### Work request
Make an exact copy of all the records.

[[ Provided entries open ]]

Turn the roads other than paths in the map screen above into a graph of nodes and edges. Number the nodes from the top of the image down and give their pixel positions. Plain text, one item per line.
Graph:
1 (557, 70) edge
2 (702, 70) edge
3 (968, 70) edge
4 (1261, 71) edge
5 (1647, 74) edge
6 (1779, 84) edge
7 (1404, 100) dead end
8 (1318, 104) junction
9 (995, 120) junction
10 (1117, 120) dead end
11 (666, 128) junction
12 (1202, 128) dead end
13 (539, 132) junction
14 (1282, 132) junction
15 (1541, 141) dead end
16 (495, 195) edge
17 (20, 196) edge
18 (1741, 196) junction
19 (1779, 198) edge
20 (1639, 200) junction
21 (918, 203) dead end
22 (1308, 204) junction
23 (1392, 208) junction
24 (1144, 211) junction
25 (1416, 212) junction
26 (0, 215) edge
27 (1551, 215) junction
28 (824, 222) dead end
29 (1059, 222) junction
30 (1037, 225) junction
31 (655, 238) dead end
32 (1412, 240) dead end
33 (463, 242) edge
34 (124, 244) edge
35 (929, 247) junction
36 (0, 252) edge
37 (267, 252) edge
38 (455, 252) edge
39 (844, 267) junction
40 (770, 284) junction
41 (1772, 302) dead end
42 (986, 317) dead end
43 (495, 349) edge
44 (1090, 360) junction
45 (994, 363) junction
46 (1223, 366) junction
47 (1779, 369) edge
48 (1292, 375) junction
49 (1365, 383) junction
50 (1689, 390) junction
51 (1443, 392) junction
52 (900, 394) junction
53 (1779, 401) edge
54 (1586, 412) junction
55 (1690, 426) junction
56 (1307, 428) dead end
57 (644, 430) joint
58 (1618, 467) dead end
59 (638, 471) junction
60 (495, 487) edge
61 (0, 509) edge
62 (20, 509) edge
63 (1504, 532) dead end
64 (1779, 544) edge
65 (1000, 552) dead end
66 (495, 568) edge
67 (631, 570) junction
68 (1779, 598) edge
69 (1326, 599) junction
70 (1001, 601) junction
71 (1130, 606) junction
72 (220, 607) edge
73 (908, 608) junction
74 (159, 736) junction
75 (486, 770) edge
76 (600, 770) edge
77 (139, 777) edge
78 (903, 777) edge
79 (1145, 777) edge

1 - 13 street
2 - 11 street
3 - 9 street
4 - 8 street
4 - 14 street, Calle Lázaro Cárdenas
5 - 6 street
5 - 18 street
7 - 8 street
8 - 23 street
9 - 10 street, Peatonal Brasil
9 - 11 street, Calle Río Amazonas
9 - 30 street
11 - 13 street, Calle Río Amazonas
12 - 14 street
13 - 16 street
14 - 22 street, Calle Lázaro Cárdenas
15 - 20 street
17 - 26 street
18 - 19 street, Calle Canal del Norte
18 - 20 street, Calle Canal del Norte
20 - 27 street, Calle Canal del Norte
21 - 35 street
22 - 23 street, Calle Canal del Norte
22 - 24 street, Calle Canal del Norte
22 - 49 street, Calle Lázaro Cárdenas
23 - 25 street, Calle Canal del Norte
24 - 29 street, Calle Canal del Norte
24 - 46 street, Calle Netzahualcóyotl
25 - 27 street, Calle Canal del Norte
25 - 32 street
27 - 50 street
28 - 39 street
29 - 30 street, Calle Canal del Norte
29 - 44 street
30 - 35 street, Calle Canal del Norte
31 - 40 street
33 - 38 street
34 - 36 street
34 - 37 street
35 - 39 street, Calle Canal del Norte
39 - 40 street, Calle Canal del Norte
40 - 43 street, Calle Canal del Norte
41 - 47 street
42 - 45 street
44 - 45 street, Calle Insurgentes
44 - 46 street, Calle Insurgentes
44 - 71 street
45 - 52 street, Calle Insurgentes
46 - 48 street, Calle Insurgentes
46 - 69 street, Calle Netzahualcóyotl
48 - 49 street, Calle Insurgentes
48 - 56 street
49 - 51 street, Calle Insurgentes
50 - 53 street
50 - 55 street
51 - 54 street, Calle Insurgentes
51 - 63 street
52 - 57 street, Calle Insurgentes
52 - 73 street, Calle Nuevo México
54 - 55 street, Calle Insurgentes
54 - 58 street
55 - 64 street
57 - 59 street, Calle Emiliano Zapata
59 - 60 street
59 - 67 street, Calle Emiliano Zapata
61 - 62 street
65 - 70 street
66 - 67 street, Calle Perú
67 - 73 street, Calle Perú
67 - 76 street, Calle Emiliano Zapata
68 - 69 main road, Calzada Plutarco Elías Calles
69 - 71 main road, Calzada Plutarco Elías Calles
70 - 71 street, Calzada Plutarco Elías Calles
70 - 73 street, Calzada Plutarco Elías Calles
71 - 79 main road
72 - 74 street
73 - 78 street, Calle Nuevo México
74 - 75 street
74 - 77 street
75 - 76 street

[[ Provided entries closed ]]

### Reply
Turn the roads other than paths in the map screen above into a graph of nodes and edges. Number the nodes from the top of the image down and give their pixel positions. Plain text, one item per line.
Graph:
1 (557, 70) edge
2 (702, 70) edge
3 (968, 70) edge
4 (1261, 71) edge
5 (1647, 74) edge
6 (1779, 84) edge
7 (1404, 100) dead end
8 (1318, 104) junction
9 (995, 120) junction
10 (1117, 120) dead end
11 (666, 128) junction
12 (1202, 128) dead end
13 (539, 132) junction
14 (1282, 132) junction
15 (1541, 141) dead end
16 (495, 195) edge
17 (20, 196) edge
18 (1741, 196) junction
19 (1779, 198) edge
20 (1639, 200) junction
21 (918, 203) dead end
22 (1308, 204) junction
23 (1392, 208) junction
24 (1144, 211) junction
25 (1416, 212) junction
26 (0, 215) edge
27 (1551, 215) junction
28 (824, 222) dead end
29 (1059, 222) junction
30 (1037, 225) junction
31 (655, 238) dead end
32 (1412, 240) dead end
33 (463, 242) edge
34 (124, 244) edge
35 (929, 247) junction
36 (0, 252) edge
37 (267, 252) edge
38 (455, 252) edge
39 (844, 267) junction
40 (770, 284) junction
41 (1772, 302) dead end
42 (986, 317) dead end
43 (495, 349) edge
44 (1090, 360) junction
45 (994, 363) junction
46 (1223, 366) junction
47 (1779, 369) edge
48 (1292, 375) junction
49 (1365, 383) junction
50 (1689, 390) junction
51 (1443, 392) junction
52 (900, 394) junction
53 (1779, 401) edge
54 (1586, 412) junction
55 (1690, 426) junction
56 (1307, 428) dead end
57 (644, 430) joint
58 (1618, 467) dead end
59 (638, 471) junction
60 (495, 487) edge
61 (0, 509) edge
62 (20, 509) edge
63 (1504, 532) dead end
64 (1779, 544) edge
65 (1000, 552) dead end
66 (495, 568) edge
67 (631, 570) junction
68 (1779, 598) edge
69 (1326, 599) junction
70 (1001, 601) junction
71 (1130, 606) junction
72 (220, 607) edge
73 (908, 608) junction
74 (159, 736) junction
75 (486, 770) edge
76 (600, 770) edge
77 (139, 777) edge
78 (903, 777) edge
79 (1145, 777) edge

1 - 13 street
2 - 11 street
3 - 9 street
4 - 8 street
4 - 14 street, Calle Lázaro Cárdenas
5 - 6 street
5 - 18 street
7 - 8 street
8 - 23 street
9 - 10 street, Peatonal Brasil
9 - 11 street, Calle Río Amazonas
9 - 30 street
11 - 13 street, Calle Río Amazonas
12 - 14 street
13 - 16 street
14 - 22 street, Calle Lázaro Cárdenas
15 - 20 street
17 - 26 street
18 - 19 street, Calle Canal del Norte
18 - 20 street, Calle Canal del Norte
20 - 27 street, Calle Canal del Norte
21 - 35 street
22 - 23 street, Calle Canal del Norte
22 - 24 street, Calle Canal del Norte
22 - 49 street, Calle Lázaro Cárdenas
23 - 25 street, Calle Canal del Norte
24 - 29 street, Calle Canal del Norte
24 - 46 street, Calle Netzahualcóyotl
25 - 27 street, Calle Canal del Norte
25 - 32 street
27 - 50 street
28 - 39 street
29 - 30 street, Calle Canal del Norte
29 - 44 street
30 - 35 street, Calle Canal del Norte
31 - 40 street
33 - 38 street
34 - 36 street
34 - 37 street
35 - 39 street, Calle Canal del Norte
39 - 40 street, Calle Canal del Norte
40 - 43 street, Calle Canal del Norte
41 - 47 street
42 - 45 street
44 - 45 street, Calle Insurgentes
44 - 46 street, Calle Insurgentes
44 - 71 street
45 - 52 street, Calle Insurgentes
46 - 48 street, Calle Insurgentes
46 - 69 street, Calle Netzahualcóyotl
48 - 49 street, Calle Insurgentes
48 - 56 street
49 - 51 street, Calle Insurgentes
50 - 53 street
50 - 55 street
51 - 54 street, Calle Insurgentes
51 - 63 street
52 - 57 street, Calle Insurgentes
52 - 73 street, Calle Nuevo México
54 - 55 street, Calle Insurgentes
54 - 58 street
55 - 64 street
57 - 59 street, Calle Emiliano Zapata
59 - 60 street
59 - 67 street, Calle Emiliano Zapata
61 - 62 street
65 - 70 street
66 - 67 street, Calle Perú
67 - 73 street, Calle Perú
67 - 76 street, Calle Emiliano Zapata
68 - 69 main road, Calzada Plutarco Elías Calles
69 - 71 main road, Calzada Plutarco Elías Calles
70 - 71 street, Calzada Plutarco Elías Calles
70 - 73 street, Calzada Plutarco Elías Calles
71 - 79 main road
72 - 74 street
73 - 78 street, Calle Nuevo México
74 - 75 street
74 - 77 street
75 - 76 street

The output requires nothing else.